18.4. signal — Set handlers for asynchronous events
This module provides mechanisms to use signal handlers in Python. Some general
rules for working with signals and their handlers:
- A handler for a particular signal, once set, remains installed until it is
explicitly reset (Python emulates the BSD style interface regardless of the
underlying implementation), with the exception of the handler for
SIGCHLD, which follows the underlying implementation.
- There is no way to “block” signals temporarily from critical sections (since
this is not supported by all Unix flavors).
- Although Python signal handlers are called asynchronously as far as the Python
user is concerned, they can only occur between the “atomic” instructions of the
Python interpreter. This means that signals arriving during long calculations
implemented purely in C (such as regular expression matches on large bodies of
text) may be delayed for an arbitrary amount of time.
- When a signal arrives during an I/O operation, it is possible that the I/O
operation raises an exception after the signal handler returns. This is
dependent on the underlying Unix system’s semantics regarding interrupted system
calls.
- Because the C signal handler always returns, it makes little sense to catch
synchronous errors like SIGFPE or SIGSEGV.
- Python installs a small number of signal handlers by default: SIGPIPE
is ignored (so write errors on pipes and sockets can be reported as ordinary
Python exceptions) and SIGINT is translated into a
KeyboardInterrupt exception.

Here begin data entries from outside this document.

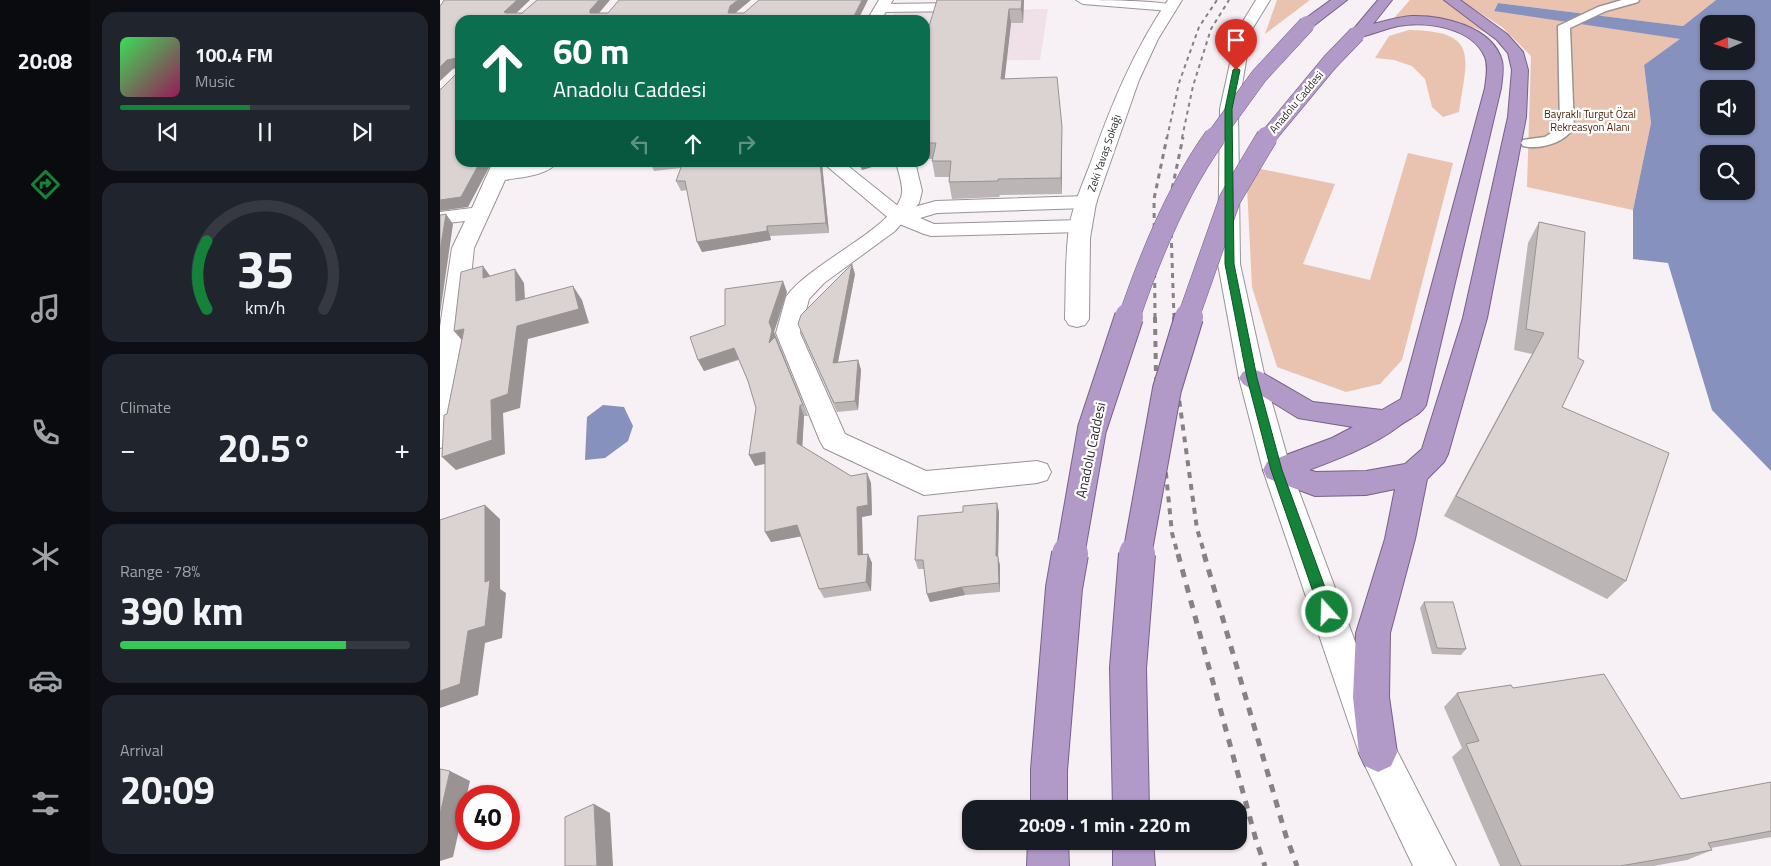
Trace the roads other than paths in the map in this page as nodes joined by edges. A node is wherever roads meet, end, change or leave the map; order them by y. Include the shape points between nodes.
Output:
1 (974, 0) edge
2 (1083, 0) edge
3 (1263, 0) edge
4 (1333, 0) edge
5 (1340, 0) edge
6 (1385, 0) edge
7 (1451, 0) edge
8 (1634, 0) edge
9 (1173, 3) edge
10 (884, 4) edge
11 (877, 15) edge
12 (1308, 24) junction
13 (1357, 34) junction
14 (1528, 143) dead end
15 (537, 167) edge
16 (837, 167) edge
17 (906, 167) edge
18 (500, 169) edge
19 (1087, 202) junction
20 (479, 213) junction
21 (900, 217) junction
22 (440, 218) edge
23 (1080, 226) junction
24 (1077, 319) dead end
25 (446, 320) edge
26 (1252, 378) junction
27 (1388, 421) junction
28 (440, 438) edge
29 (1276, 470) junction
30 (1037, 472) dead end
31 (1413, 474) junction
32 (1378, 753) junction
33 (1049, 800) edge
34 (1131, 800) edge
35 (1048, 850) edge
36 (1133, 850) edge
37 (1048, 866) edge
38 (1134, 866) edge
39 (1435, 866) edge

1 - 10 street via 968,7
2 - 9 street
3 - 26 street via 1244,31 1229,109 1229,264
4 - 12 highway
5 - 12 highway
6 - 13 highway, Anadolu Caddesi
7 - 31 highway via 1502,37 1515,52 1520,70 1517,117 1475,318 1434,454
8 - 14 street via 1602,9 1564,26 1568,128 1556,139
9 - 19 street, Zeki Yavaş Sokağı via 1133,72
10 - 11 street
12 - 33 highway, Anadolu Caddesi, bridge via 1259,76 1207,148 1165,229 1113,362 1092,429 1064,588
13 - 27 highway via 1399,22 1449,25 1479,38 1487,46 1495,68 1494,88 1413,406
13 - 34 highway, Anadolu Caddesi, bridge via 1270,134 1230,199 1197,290 1167,389 1137,554 1128,668
15 - 18 street
16 - 21 street
17 - 21 street via 912,190 910,203
18 - 20 street
19 - 21 street via 936,206
19 - 23 street, Zeki Yavaş Sokağı
20 - 22 street
20 - 25 street via 463,248
21 - 23 street via 931,230
21 - 30 street via 816,278 798,297 788,333 834,440 924,483
23 - 24 street, Zeki Yavaş Sokağı
25 - 28 street
26 - 27 highway via 1307,411
26 - 29 street
27 - 29 highway via 1342,446
29 - 31 highway via 1315,484 1366,483
29 - 32 street
31 - 32 highway via 1400,539 1373,633 1371,697
32 - 39 street
35 - 37 highway
36 - 38 highway

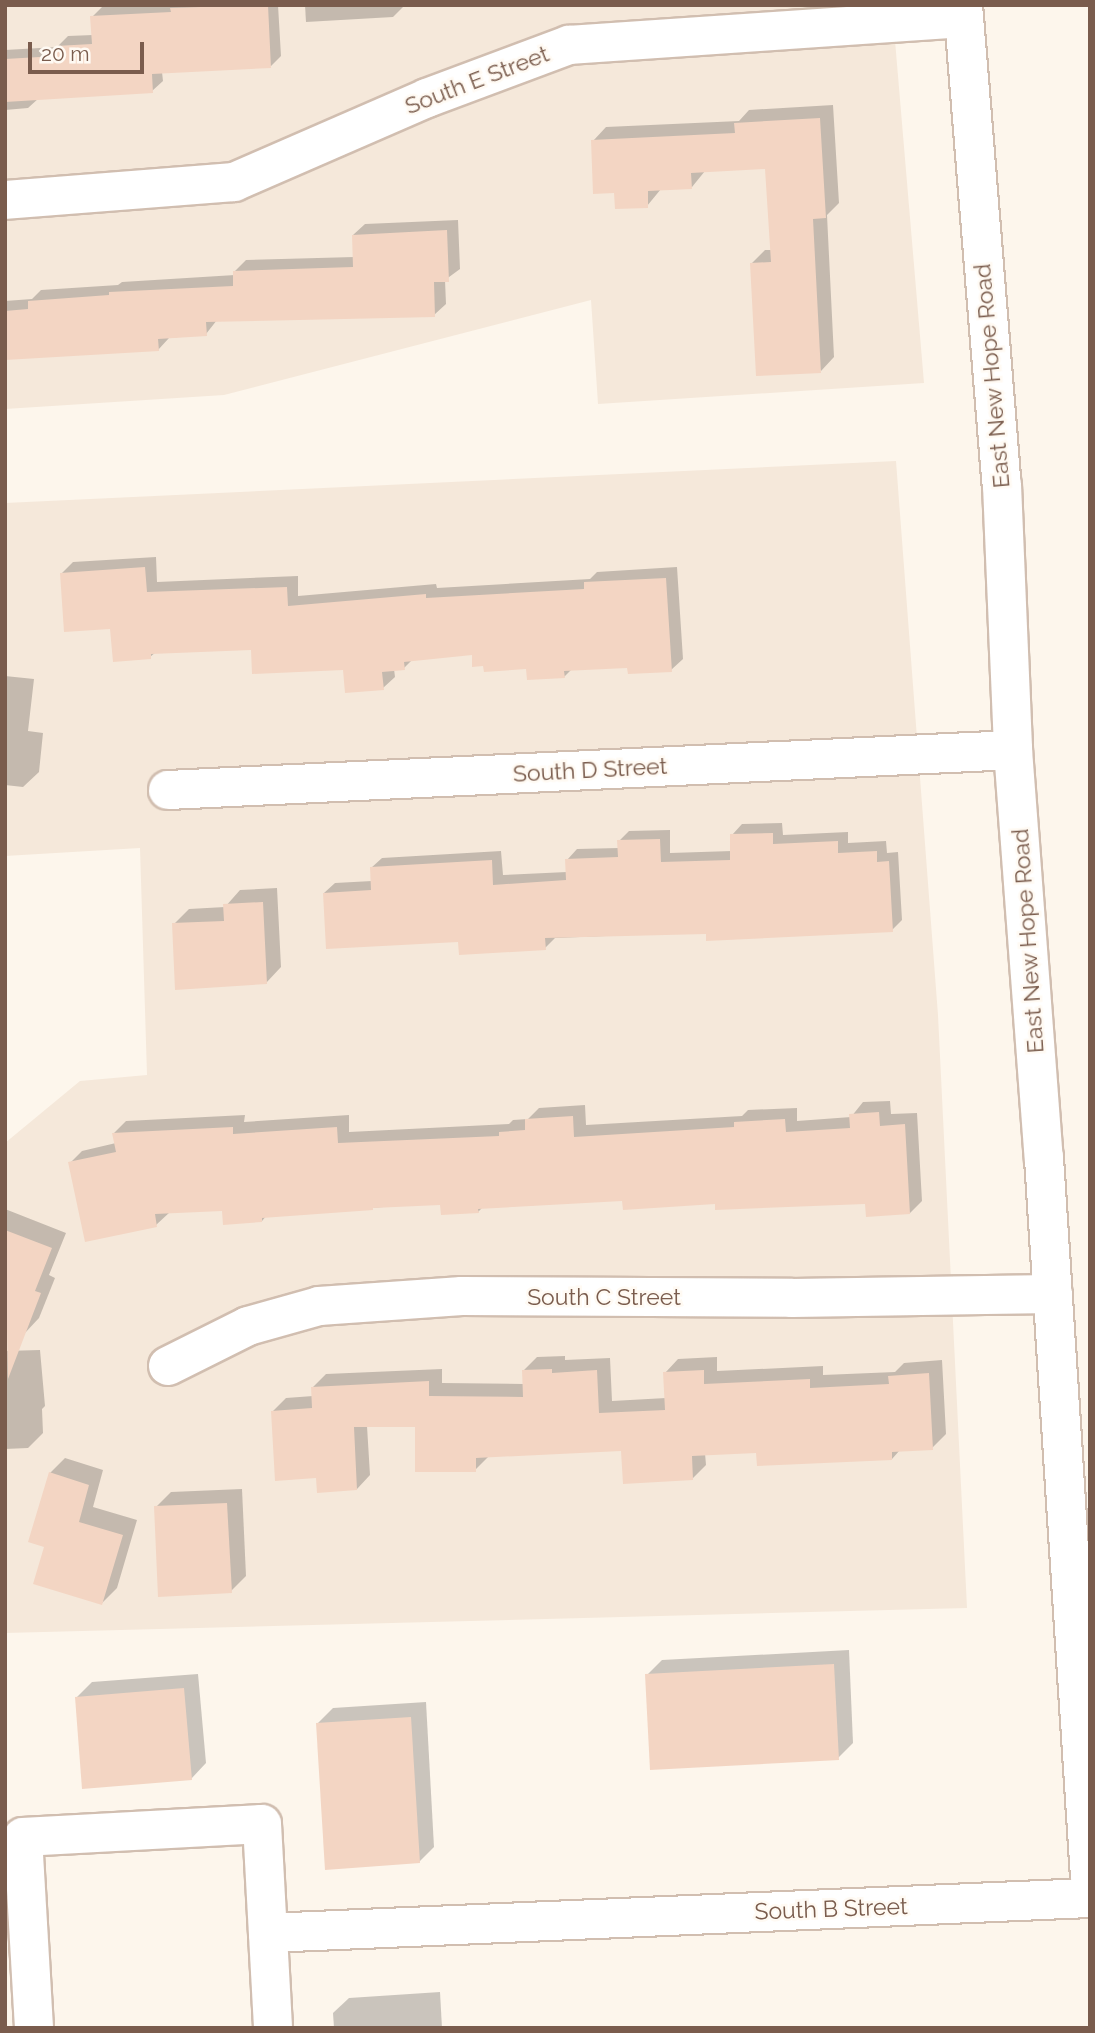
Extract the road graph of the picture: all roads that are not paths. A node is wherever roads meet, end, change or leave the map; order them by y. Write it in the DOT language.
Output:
graph roads {
  1 [pos="963,12"];
  2 [pos="5,200"];
  3 [pos="1013,750"];
  4 [pos="168,790"];
  5 [pos="1053,1294"];
  6 [pos="168,1366"];
  7 [pos="1090,1878"];
  8 [pos="1090,1898"];
  9 [pos="268,1933"];
  10 [pos="34,2028"];
  11 [pos="274,2028"];
  1 -- 2 [label="street, South E Street"];
  1 -- 3 [label="street, East New Hope Road"];
  3 -- 4 [label="street, South D Street"];
  3 -- 5 [label="street, East New Hope Road"];
  5 -- 6 [label="street, South C Street"];
  5 -- 7 [label="street, East New Hope Road"];
  8 -- 9 [label="street, South B Street"];
  9 -- 10 [label="street"];
  9 -- 11 [label="street"];
}
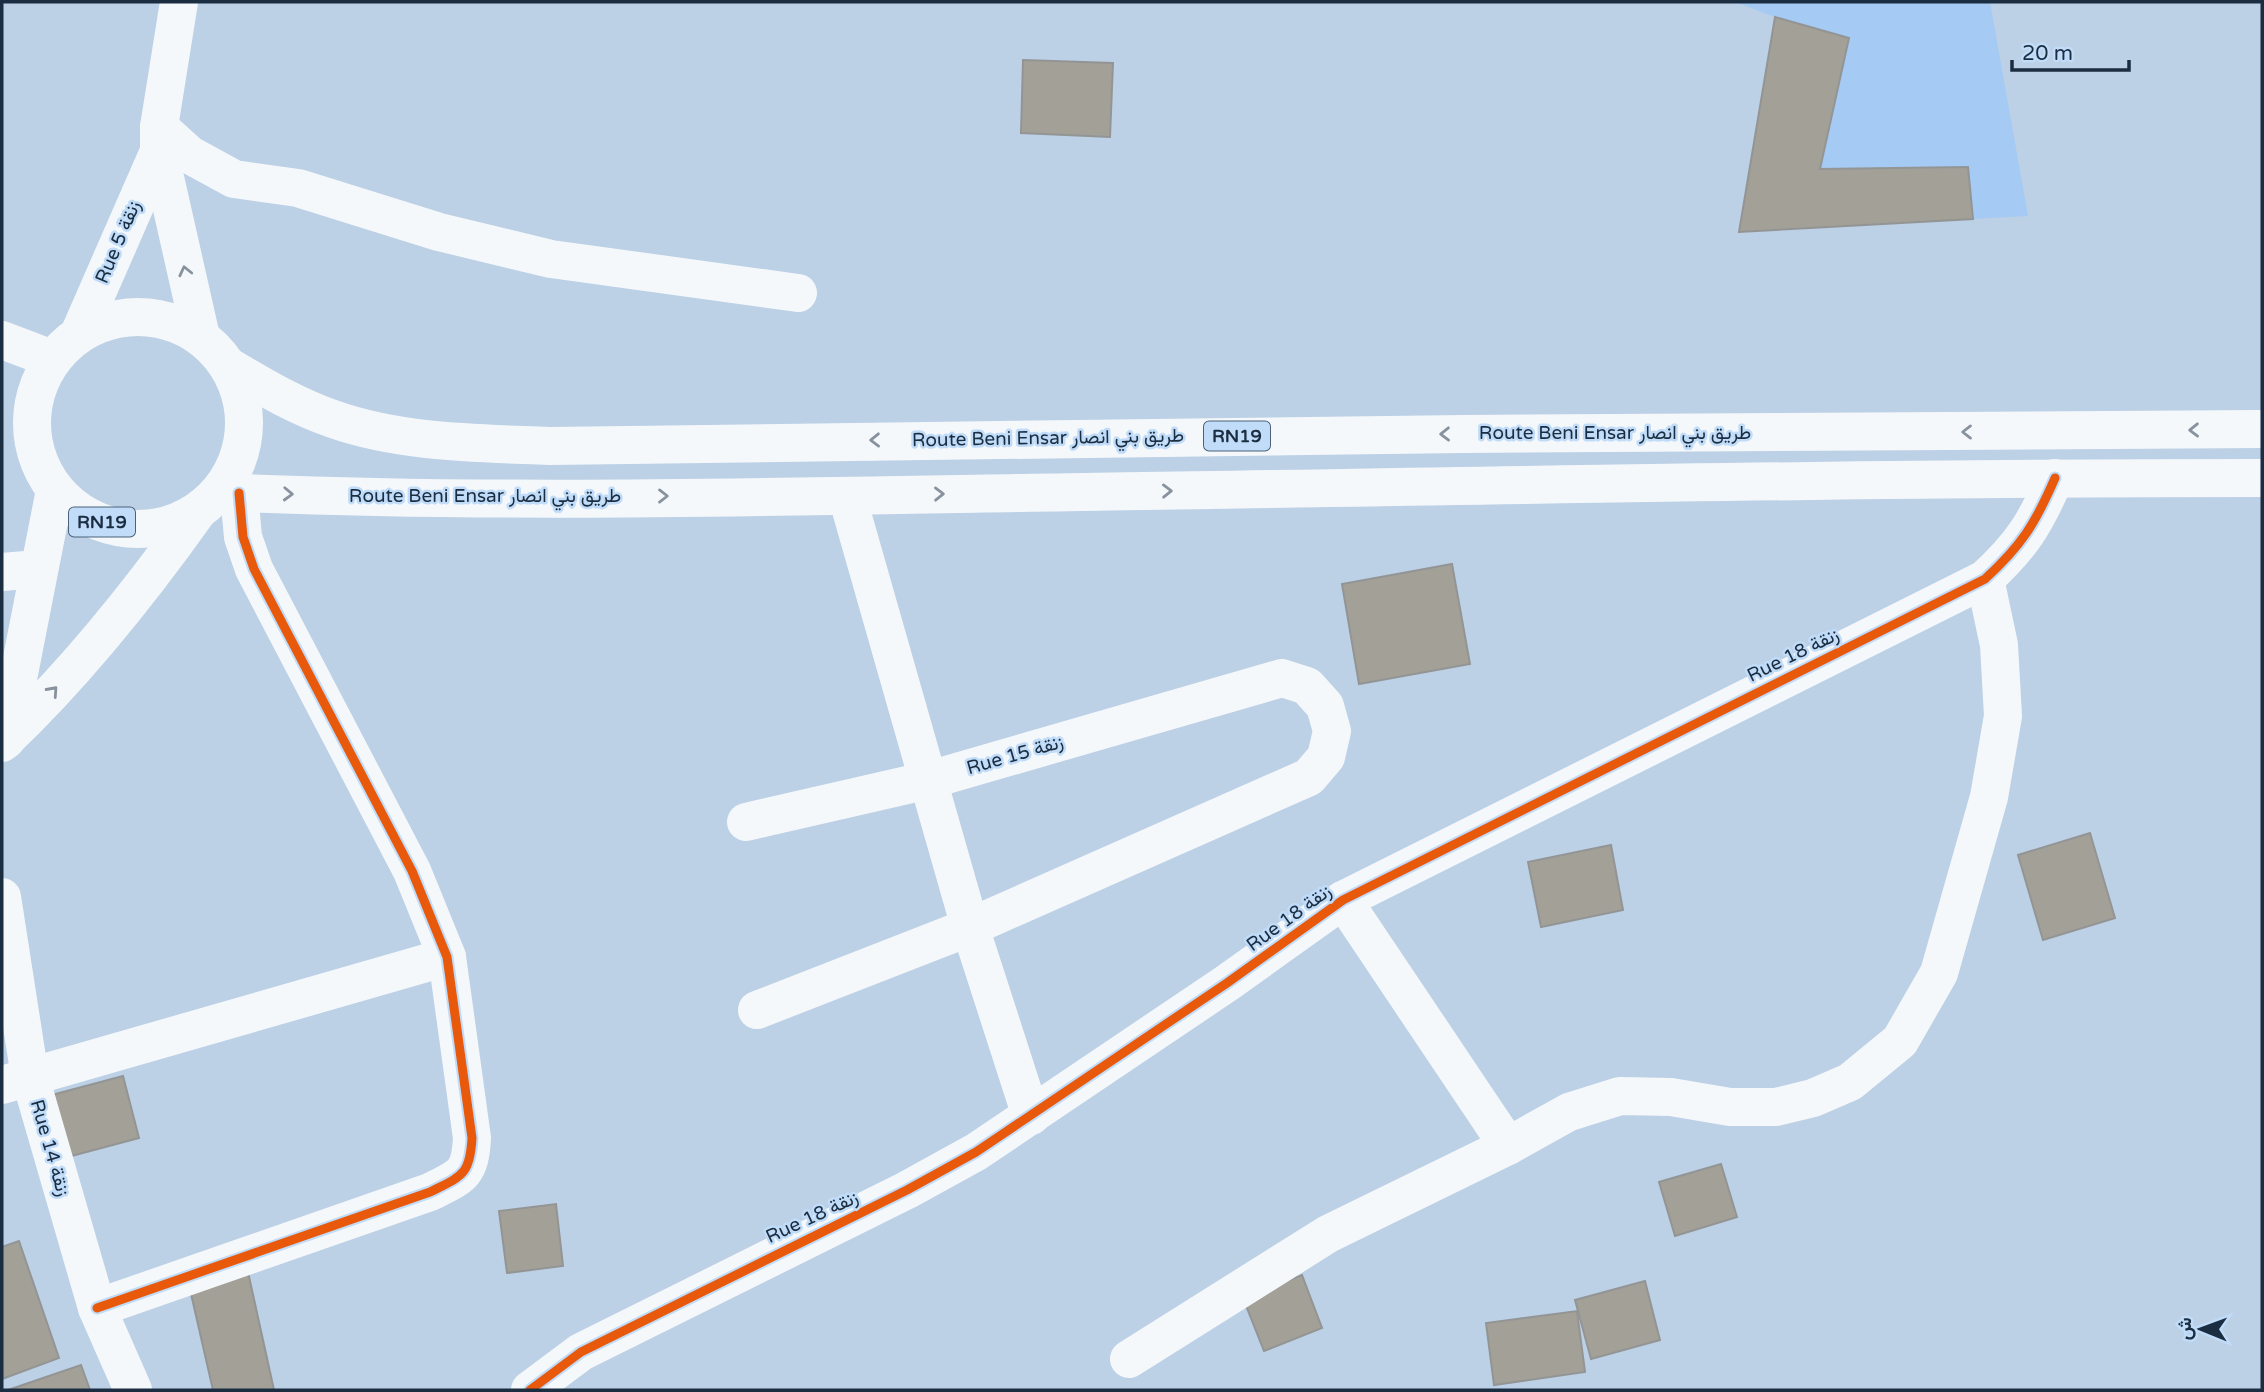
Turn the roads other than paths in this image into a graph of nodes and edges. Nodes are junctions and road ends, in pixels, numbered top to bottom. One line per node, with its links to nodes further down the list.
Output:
1 (179, 2): 2 (main road, Rue 5 زنقة)
2 (159, 139): 3 (main road); 4 (main road, Rue 5 زنقة, one-way to 2); 6 (main road, Rue 5 زنقة)
3 (798, 293)
4 (201, 337): 6 (main road, RN19); 7 (main road, RN19)
5 (2, 340): 6 (main road)
6 (66, 347): 8 (main road, RN19)
7 (228, 366): 9 (main road, Route Beni Ensar طريق بني انصار / RN19, one-way to 7); 14 (main road, RN19)
8 (17, 417): 12 (main road, RN19)
9 (2262, 429)
10 (2055, 478): 11 (main road, Route Beni Ensar طريق بني انصار / RN19); 13 (main road, Route Beni Ensar طريق بني انصار / RN19, one-way to 10); 16 (main road, Rue 18 زنقة)
11 (2262, 478)
12 (55, 490): 14 (main road, RN19); 15 (main road)
13 (847, 496): 14 (main road, Route Beni Ensar طريق بني انصار / RN19, one-way to 13); 18 (main road)
14 (219, 498): 17 (main road, one-way to 14); 23 (main road)
15 (20, 570): 17 (main road)
16 (1985, 579): 21 (main road, Rue 18 زنقة); 27 (main road)
17 (4, 742)
18 (929, 780): 19 (main road, Rue 15 زنقة); 22 (main road); 22 (main road, Rue 15 زنقة)
19 (746, 822)
20 (2, 897): 25 (main road, Rue 14 زنقة)
21 (1343, 900): 26 (main road, Rue 18 زنقة); 27 (main road)
22 (970, 927): 24 (main road); 26 (main road)
23 (447, 957): 25 (main road); 28 (main road)
24 (757, 1010)
25 (16, 1081): 28 (main road, Rue 14 زنقة)
26 (1031, 1116): 31 (main road, Rue 18 زنقة)
27 (1508, 1146): 29 (main road)
28 (97, 1308): 30 (main road, Rue 14 زنقة)
29 (1129, 1359)
30 (133, 1390)
31 (530, 1390)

All of these can be overridden.
- Some care must be taken if both signals and threads are used in the same
program. The fundamental thing to remember in using signals and threads
simultaneously is: always perform signal() operations in the main thread
of execution. Any thread can perform an alarm(), getsignal(),
pause(), setitimer() or getitimer(); only the main thread
can set a new signal handler, and the main thread will be the only one to
receive signals (this is enforced by the Python signal module, even
if the underlying thread implementation supports sending signals to
individual threads). This means that signals can’t be used as a means of
inter-thread communication. Use locks instead.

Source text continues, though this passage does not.